The New York show was triumphant, feeling like a tour starter or some kind of celebration. The audience applauded every song, exhaled equally breathlessly for “Bonnie Brae” as they did for “What Jail Is Like”. I was almost sad that there were drums, because it made it more traditional and less a departure (and I had to wear my earplugs). I was watching baseball playoff scores inbetween songs and was thrilled to listen to him salute Cliff Lee and diss the Yankees. It was emotionally thrilling and exhausting, so much so that I passed on heading to Philly the next night.
There was no filler in this show, almost no time to breathe, stop, catch a breath; even the numbers on the piano (especially!) required your undivided attention. Dulli is a master pacer, knows how to keep things moving, when to pick the energy up, or slow it back down. I hesitate to use the word slick, but it did feel very polished, and extremely together – it felt more like an rnb showcase than a rock and roll show. You could say that going out with two other musicians, mainly on acoustic guitar, one of whom solely played strings, is hardly rock and roll, but then I’d tell you that you’ve never heard Rick Nelson play live. As Dulli said in Seattle, “This isn’t your grandma’s acoustic guitar show.”

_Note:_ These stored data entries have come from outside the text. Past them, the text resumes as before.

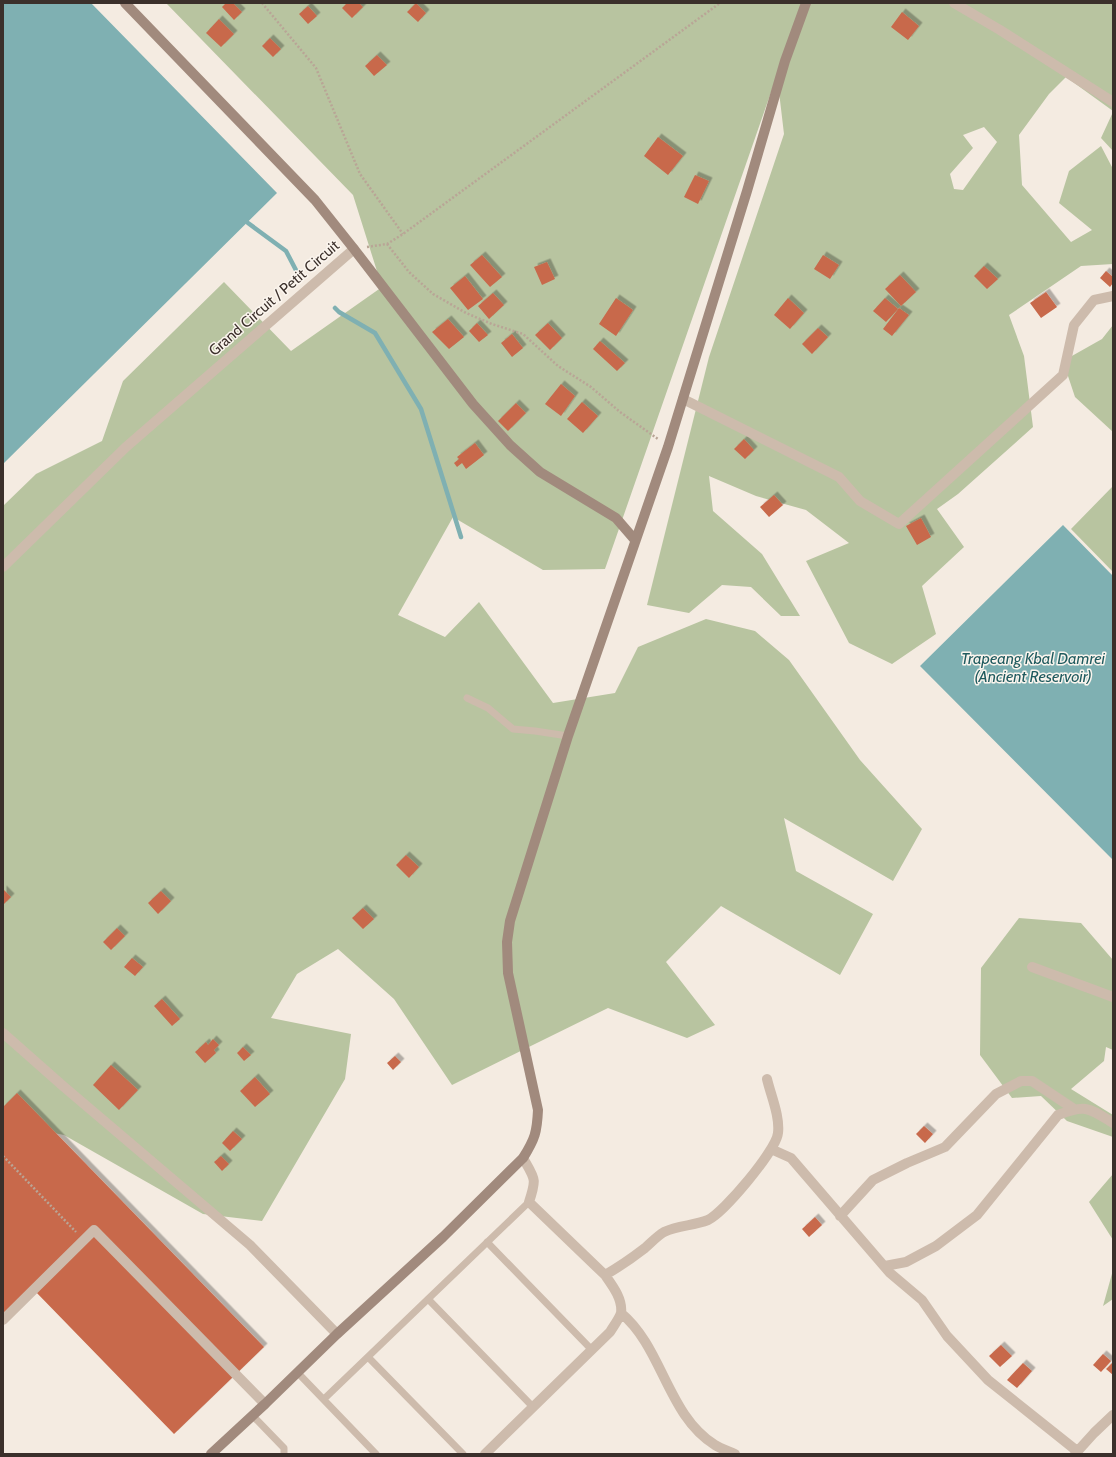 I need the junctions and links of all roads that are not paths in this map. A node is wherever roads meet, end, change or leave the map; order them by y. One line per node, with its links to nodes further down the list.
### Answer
1 (125, 3): 5 (main road, Grand Circuit / Petit Circuit)
2 (806, 3): 7 (main road)
3 (954, 3): 4 (street)
4 (1113, 102)
5 (354, 248): 8 (main road); 9 (street, Grand Circuit / Petit Circuit)
6 (1113, 296): 7 (street)
7 (683, 399): 8 (main road)
8 (635, 540): 11 (main road)
9 (3, 567)
10 (467, 698): 11 (lane)
11 (568, 736): 19 (main road)
12 (1032, 967): 13 (street)
13 (1113, 997)
14 (3, 1033): 28 (street)
15 (767, 1079): 18 (street)
16 (1074, 1109): 17 (street); 21 (street); 23 (street)
17 (1113, 1123)
18 (771, 1149): 21 (street); 24 (street)
19 (523, 1158): 20 (street); 28 (main road)
20 (529, 1202): 22 (lane); 24 (street)
21 (840, 1216): 23 (street)
22 (487, 1242): 25 (lane); 29 (lane)
23 (884, 1266): 37 (street)
24 (605, 1276): 26 (street)
25 (428, 1299): 30 (lane); 34 (lane)
26 (620, 1313): 29 (street); 43 (street)
27 (3, 1320): 33 (street)
28 (337, 1334): 31 (main road)
29 (592, 1350): 34 (street)
30 (368, 1356): 32 (lane); 41 (lane)
31 (298, 1373): 32 (lane); 33 (main road)
32 (324, 1399): 40 (lane)
33 (265, 1404): 36 (main road)
34 (533, 1407): 42 (street)
35 (1113, 1415): 37 (street)
36 (253, 1416): 38 (main road); 39 (lane)
37 (1076, 1452)
38 (211, 1454)
39 (284, 1454)
40 (376, 1454)
41 (463, 1454)
42 (485, 1454)
43 (735, 1454) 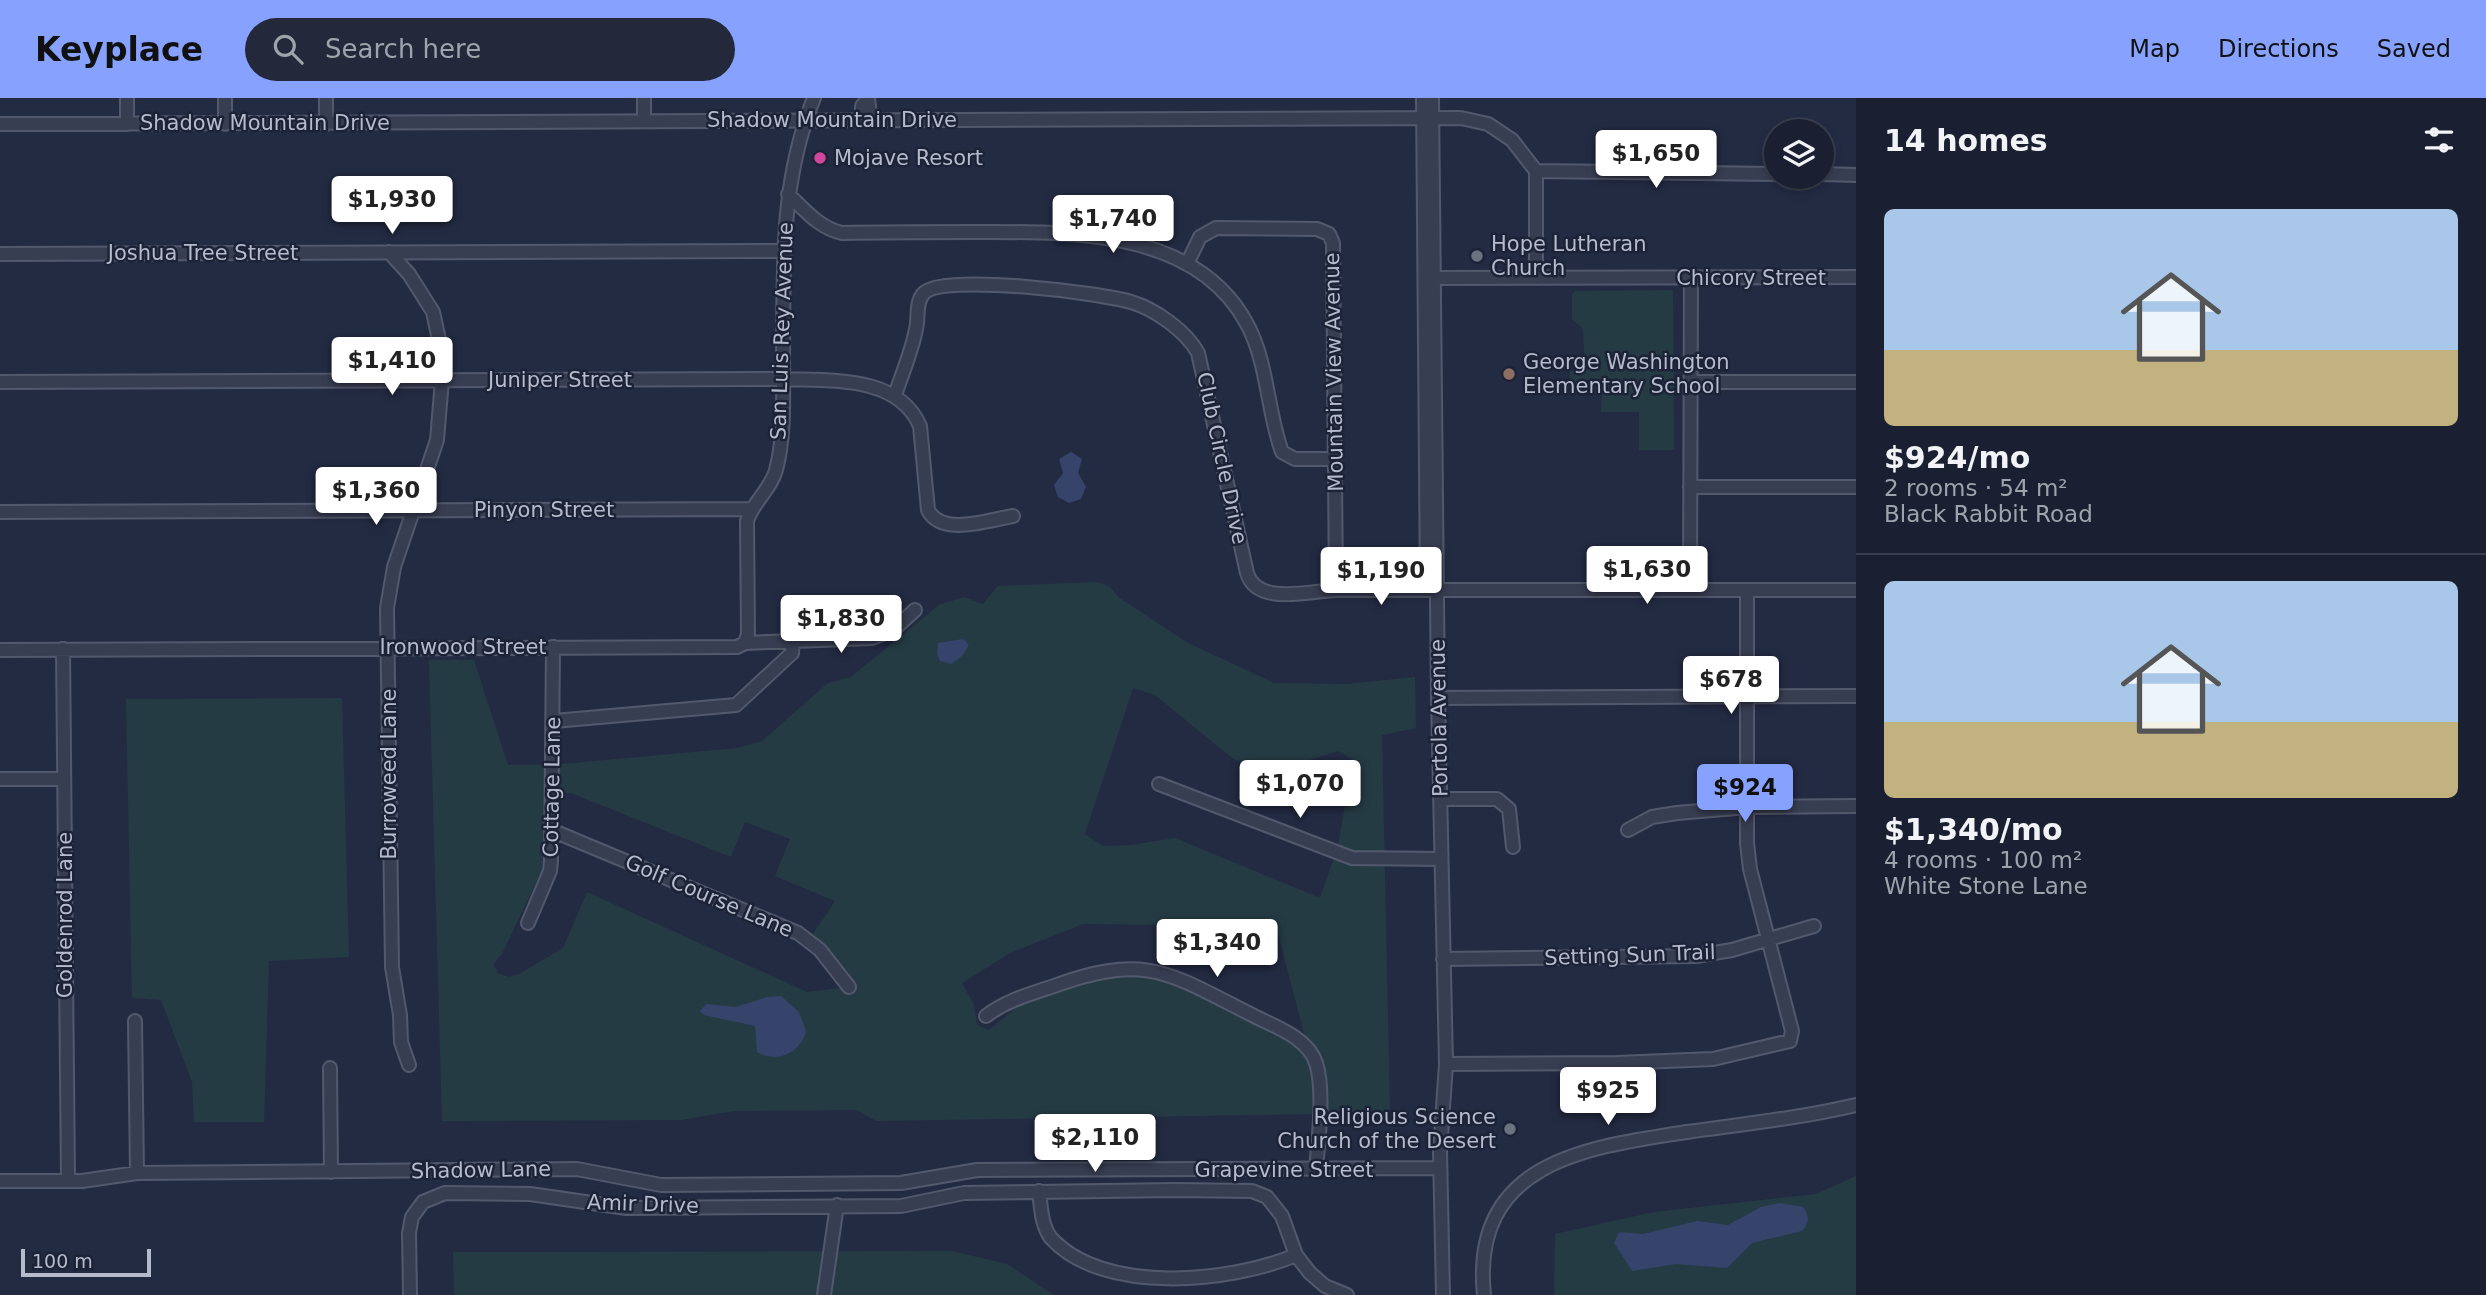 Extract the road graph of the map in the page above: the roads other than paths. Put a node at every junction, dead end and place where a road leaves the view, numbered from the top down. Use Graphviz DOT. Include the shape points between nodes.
graph roads {
  1 [pos="127,98"];
  2 [pos="225,98"];
  3 [pos="326,98"];
  4 [pos="644,98"];
  5 [pos="814,98"];
  6 [pos="1423,98"];
  7 [pos="1432,98"];
  8 [pos="868,99"];
  9 [pos="1428,116"];
  10 [pos="867,120"];
  11 [pos="644,121"];
  12 [pos="805,121"];
  13 [pos="0,124"];
  14 [pos="127,124"];
  15 [pos="225,124"];
  16 [pos="326,124"];
  17 [pos="1536,171"];
  18 [pos="1764,174"];
  19 [pos="1834,174"];
  20 [pos="1856,175"];
  21 [pos="788,194"];
  22 [pos="784,251"];
  23 [pos="389,252"];
  24 [pos="0,254"];
  25 [pos="1187,264"];
  26 [pos="1856,277"];
  27 [pos="1436,278"];
  28 [pos="1536,278"];
  29 [pos="1691,278"];
  30 [pos="783,379"];
  31 [pos="442,380"];
  32 [pos="0,382"];
  33 [pos="1689,382"];
  34 [pos="1856,382"];
  35 [pos="895,396"];
  36 [pos="1335,459"];
  37 [pos="1690,487"];
  38 [pos="1856,487"];
  39 [pos="751,509"];
  40 [pos="413,511"];
  41 [pos="0,512"];
  42 [pos="1013,516"];
  43 [pos="1336,590"];
  44 [pos="1432,590"];
  45 [pos="1690,590"];
  46 [pos="1747,590"];
  47 [pos="1856,590"];
  48 [pos="915,610"];
  49 [pos="793,641"];
  50 [pos="745,643"];
  51 [pos="387,647"];
  52 [pos="553,647"];
  53 [pos="63,649"];
  54 [pos="0,650"];
  55 [pos="1747,696"];
  56 [pos="1856,696"];
  57 [pos="1438,698"];
  58 [pos="554,721"];
  59 [pos="0,779"];
  60 [pos="64,779"];
  61 [pos="1159,784"];
  62 [pos="1441,799"];
  63 [pos="1856,806"];
  64 [pos="1748,807"];
  65 [pos="551,830"];
  66 [pos="1628,830"];
  67 [pos="1513,847"];
  68 [pos="1441,859"];
  69 [pos="528,923"];
  70 [pos="1814,926"];
  71 [pos="1769,937"];
  72 [pos="1443,959"];
  73 [pos="849,987"];
  74 [pos="986,1016"];
  75 [pos="135,1021"];
  76 [pos="1446,1063"];
  77 [pos="409,1066"];
  78 [pos="330,1068"];
  79 [pos="1856,1105"];
  80 [pos="1440,1168"];
  81 [pos="1316,1170"];
  82 [pos="960,1171"];
  83 [pos="331,1172"];
  84 [pos="137,1173"];
  85 [pos="0,1181"];
  86 [pos="68,1181"];
  87 [pos="1039,1191"];
  88 [pos="837,1205"];
  89 [pos="1296,1255"];
  90 [pos="410,1295"];
  91 [pos="824,1295"];
  92 [pos="1347,1295"];
  93 [pos="1443,1295"];
  94 [pos="1484,1295"];
  1 -- 14 [label="street"];
  2 -- 15 [label="street"];
  3 -- 16 [label="street"];
  4 -- 11 [label="street"];
  5 -- 12 [label="street, San Luis Rey Avenue"];
  6 -- 9 [label="street, Portola Avenue"];
  7 -- 9 [label="street, Portola Avenue"];
  8 -- 10 [label="street" via="862,106"];
  9 -- 10 [label="street, Shadow Mountain Drive"];
  9 -- 17 [label="street, Shadow Mountain Drive" via="1488,124 1512,139"];
  9 -- 27 [label="street, Portola Avenue"];
  9 -- 44 [label="street, Portola Avenue"];
  10 -- 12 [label="street, Shadow Mountain Drive"];
  11 -- 12 [label="street, Shadow Mountain Drive"];
  11 -- 16 [label="street, Shadow Mountain Drive"];
  12 -- 21 [label="street, San Luis Rey Avenue"];
  13 -- 14 [label="street, Shadow Mountain Drive"];
  14 -- 15 [label="street, Shadow Mountain Drive"];
  15 -- 16 [label="street, Shadow Mountain Drive"];
  17 -- 18 [label="street"];
  17 -- 28 [label="street"];
  19 -- 20 [label="street"];
  21 -- 22 [label="street, San Luis Rey Avenue"];
  21 -- 25 [label="street" via="819,224 842,233 1084,234 1142,246"];
  22 -- 23 [label="street, Joshua Tree Street"];
  22 -- 30 [label="street, San Luis Rey Avenue"];
  23 -- 24 [label="street, Joshua Tree Street"];
  23 -- 31 [label="street, Burroweed Lane" via="433,312 442,349"];
  25 -- 36 [label="street" via="1212,281 1247,323 1282,452 1295,459"];
  25 -- 36 [label="street, Mountain View Avenue" via="1200,237 1216,228 1317,229 1329,234 1333,243"];
  26 -- 29 [label="street, Chicory Street"];
  27 -- 28 [label="street, Chicory Street"];
  27 -- 44 [label="street, Portola Avenue"];
  28 -- 29 [label="street, Chicory Street"];
  29 -- 33 [label="street"];
  30 -- 31 [label="street, Juniper Street"];
  30 -- 35 [label="street, Juniper Street" via="858,384"];
  30 -- 39 [label="street, San Luis Rey Avenue" via="776,471"];
  31 -- 32 [label="street, Juniper Street"];
  31 -- 40 [label="street, Burroweed Lane" via="437,440"];
  33 -- 34 [label="street"];
  33 -- 37 [label="street"];
  35 -- 42 [label="street" via="915,414 920,426 932,519 953,525"];
  35 -- 43 [label="street, Club Circle Drive" via="917,328 919,302 925,292 942,285 1052,287 1133,303 1176,328 1198,353 1251,584 1263,593"];
  36 -- 43 [label="street, Mountain View Avenue"];
  37 -- 38 [label="street"];
  37 -- 45 [label="street"];
  39 -- 40 [label="street, Pinyon Street"];
  39 -- 50 [label="street, San Luis Rey Avenue"];
  40 -- 41 [label="street, Pinyon Street"];
  40 -- 51 [label="street, Burroweed Lane" via="390,579"];
  43 -- 44 [label="street, Club Circle Drive"];
  44 -- 45 [label="street, Club Circle Drive"];
  44 -- 57 [label="street, Portola Avenue"];
  45 -- 46 [label="street, Club Circle Drive"];
  46 -- 47 [label="street, Club Circle Drive"];
  46 -- 55 [label="street"];
  48 -- 49 [label="street, Ironwood Street" via="893,630 872,638"];
  49 -- 50 [label="street, Ironwood Street"];
  49 -- 58 [label="street" via="792,653 736,705"];
  50 -- 52 [label="street, Ironwood Street" via="737,647"];
  51 -- 52 [label="street, Ironwood Street"];
  51 -- 53 [label="street, Ironwood Street"];
  51 -- 77 [label="street, Burroweed Lane" via="392,967 401,1042"];
  52 -- 58 [label="street, Cottage Lane"];
  53 -- 54 [label="street, Ironwood Street"];
  53 -- 60 [label="street, Goldenrod Lane"];
  55 -- 56 [label="street"];
  55 -- 57 [label="street"];
  55 -- 64 [label="street"];
  57 -- 62 [label="street, Portola Avenue"];
  58 -- 65 [label="street, Cottage Lane"];
  59 -- 60 [label="street"];
  60 -- 86 [label="street, Goldenrod Lane"];
  61 -- 68 [label="street" via="1352,858"];
  62 -- 67 [label="street" via="1497,799 1509,809"];
  62 -- 68 [label="street, Portola Avenue"];
  63 -- 64 [label="street"];
  64 -- 66 [label="street" via="1652,817"];
  64 -- 71 [label="street" via="1750,869"];
  65 -- 69 [label="street, Cottage Lane" via="550,871"];
  65 -- 73 [label="street, Golf Course Lane" via="798,933 820,950"];
  68 -- 72 [label="street, Portola Avenue"];
  70 -- 71 [label="street, Setting Sun Trail"];
  71 -- 72 [label="street, Setting Sun Trail" via="1696,956"];
  71 -- 76 [label="street" via="1792,1031 1790,1041 1699,1060"];
  72 -- 76 [label="street, Portola Avenue"];
  74 -- 81 [label="street" via="1050,987 1112,968 1150,970 1180,979 1298,1039 1316,1062"];
  75 -- 84 [label="street"];
  76 -- 80 [label="street, Portola Avenue"];
  78 -- 83 [label="street"];
  79 -- 94 [label="street" via="1604,1144 1549,1164 1516,1189 1494,1220 1483,1257"];
  80 -- 81 [label="street, Grapevine Street"];
  80 -- 93 [label="street, Portola Avenue"];
  81 -- 82 [label="street, Grapevine Street"];
  82 -- 83 [label="street, Shadow Lane" via="901,1183 674,1185 577,1169"];
  83 -- 84 [label="street, Shadow Lane"];
  84 -- 86 [label="street, Shadow Lane"];
  85 -- 86 [label="street, Shadow Lane"];
  87 -- 88 [label="street, Amir Drive" via="964,1193 901,1206"];
  87 -- 89 [label="street, Amir Drive" via="1252,1191 1267,1197 1282,1216"];
  87 -- 89 [label="street" via="1051,1238 1083,1262 1108,1273 1177,1282 1273,1264"];
  88 -- 90 [label="street, Amir Drive" via="626,1208 530,1194 445,1193 423,1202 412,1217"];
  88 -- 91 [label="street"];
  89 -- 92 [label="street" via="1325,1286"];
}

The surprise was spoiled early in Seattle when opener Shawn Smith told us that John Curley was there. He’d been in LA and SF and we had hoped he had made it up to the Pacific Northwest, but didn’t count on anything. The response as he walked onstage in Seattle was tumultuous nonetheless, despite the early warning.The looks between Dulli and Curley made you want to weep and smile so hard that your face hurt, all at the same time. He played through the Whigs portion of the set, sounding like the John Curley you knew and loved even if he had greyed elegantly around the edges. By the time he had left the stage, I announced to no one in particular that I needed a cigarette after that; Greg overheard and laughed, feeling the same way.
Portland, at the Doug Fir, was the end of the road and promised to be off the charts; he’s done two-night stands at the venue before and you couldn’t blame us for hoping that there’d be a little deviance on the menu. Greg suffered from monitor issues during the first few songs, which was resolved by the placement of a large wedge in the middle of the stage, which he then worried about tripping over. He regained the emotional intensity later but it was nowhere near as strong as Seattle. There was no announcement of Curley’s presence so when Greg said, “From Cincinnati, Mr. John Curley” there was a venue-wide gasp as he walked out onstage.
Portland was a little looser than the other two shows, with some definite Whigs-ian moments, like tagging “La Grange,” followed by “Shake Your Hips” at the end of a song, launching into “Love, Reign O’er Me” before starting “Teenage Wristband”. I love all of that, the references and the nods and the flashbacks, but always feel like it’s selfish to celebrate the inclusion of someone else’s songs into a set. But the Whigs songs weren’t the only notables on this tour – Gutter Twins without Lanegan had a different, ethereal intensity, and “Forty Dollars” was as much of an audience singalong as “66” was, “Candy Cane Crawl” equally as heartbreaking as “Let Me Lie To You.” Grown-up Greg does not disappoint; the records have only gotten better. This is why while I would love nothing more than to see Greg, John and Rick McCollum onstage again, I’ve also been perfectly happy in my Twilight Singers/Gutter Twins post-Whigs existence thus far, and selfishly don’t need that to end.
More Twilight Singers in February. See you then.